___ RECORD EXCERPTS ___

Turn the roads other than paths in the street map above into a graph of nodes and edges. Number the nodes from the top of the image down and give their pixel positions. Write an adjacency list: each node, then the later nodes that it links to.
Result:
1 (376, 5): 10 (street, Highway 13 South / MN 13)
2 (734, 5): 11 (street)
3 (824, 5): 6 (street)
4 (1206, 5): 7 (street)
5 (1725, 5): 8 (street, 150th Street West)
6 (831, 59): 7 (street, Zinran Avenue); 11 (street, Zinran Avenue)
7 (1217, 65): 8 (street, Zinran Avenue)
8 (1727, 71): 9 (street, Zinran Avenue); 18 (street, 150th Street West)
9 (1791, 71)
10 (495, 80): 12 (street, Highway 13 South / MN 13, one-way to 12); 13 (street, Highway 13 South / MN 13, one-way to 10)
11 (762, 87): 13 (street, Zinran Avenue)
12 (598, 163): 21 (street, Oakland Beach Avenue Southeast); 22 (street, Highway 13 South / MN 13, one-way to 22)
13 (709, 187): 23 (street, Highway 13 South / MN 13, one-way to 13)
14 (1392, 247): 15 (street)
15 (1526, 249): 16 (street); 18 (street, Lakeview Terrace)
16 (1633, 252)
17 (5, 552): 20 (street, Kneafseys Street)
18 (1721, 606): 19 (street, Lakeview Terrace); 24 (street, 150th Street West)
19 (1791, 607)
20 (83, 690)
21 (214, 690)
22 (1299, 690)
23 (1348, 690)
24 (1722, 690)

___

- **TASK TO CARRY OUT**: Each of the records is to be repeated word for word.

- **SOLUTION TO THIS TASK**:
Turn the roads other than paths in the street map above into a graph of nodes and edges. Number the nodes from the top of the image down and give their pixel positions. Write an adjacency list: each node, then the later nodes that it links to.
Result:
1 (376, 5): 10 (street, Highway 13 South / MN 13)
2 (734, 5): 11 (street)
3 (824, 5): 6 (street)
4 (1206, 5): 7 (street)
5 (1725, 5): 8 (street, 150th Street West)
6 (831, 59): 7 (street, Zinran Avenue); 11 (street, Zinran Avenue)
7 (1217, 65): 8 (street, Zinran Avenue)
8 (1727, 71): 9 (street, Zinran Avenue); 18 (street, 150th Street West)
9 (1791, 71)
10 (495, 80): 12 (street, Highway 13 South / MN 13, one-way to 12); 13 (street, Highway 13 South / MN 13, one-way to 10)
11 (762, 87): 13 (street, Zinran Avenue)
12 (598, 163): 21 (street, Oakland Beach Avenue Southeast); 22 (street, Highway 13 South / MN 13, one-way to 22)
13 (709, 187): 23 (street, Highway 13 South / MN 13, one-way to 13)
14 (1392, 247): 15 (street)
15 (1526, 249): 16 (street); 18 (street, Lakeview Terrace)
16 (1633, 252)
17 (5, 552): 20 (street, Kneafseys Street)
18 (1721, 606): 19 (street, Lakeview Terrace); 24 (street, 150th Street West)
19 (1791, 607)
20 (83, 690)
21 (214, 690)
22 (1299, 690)
23 (1348, 690)
24 (1722, 690)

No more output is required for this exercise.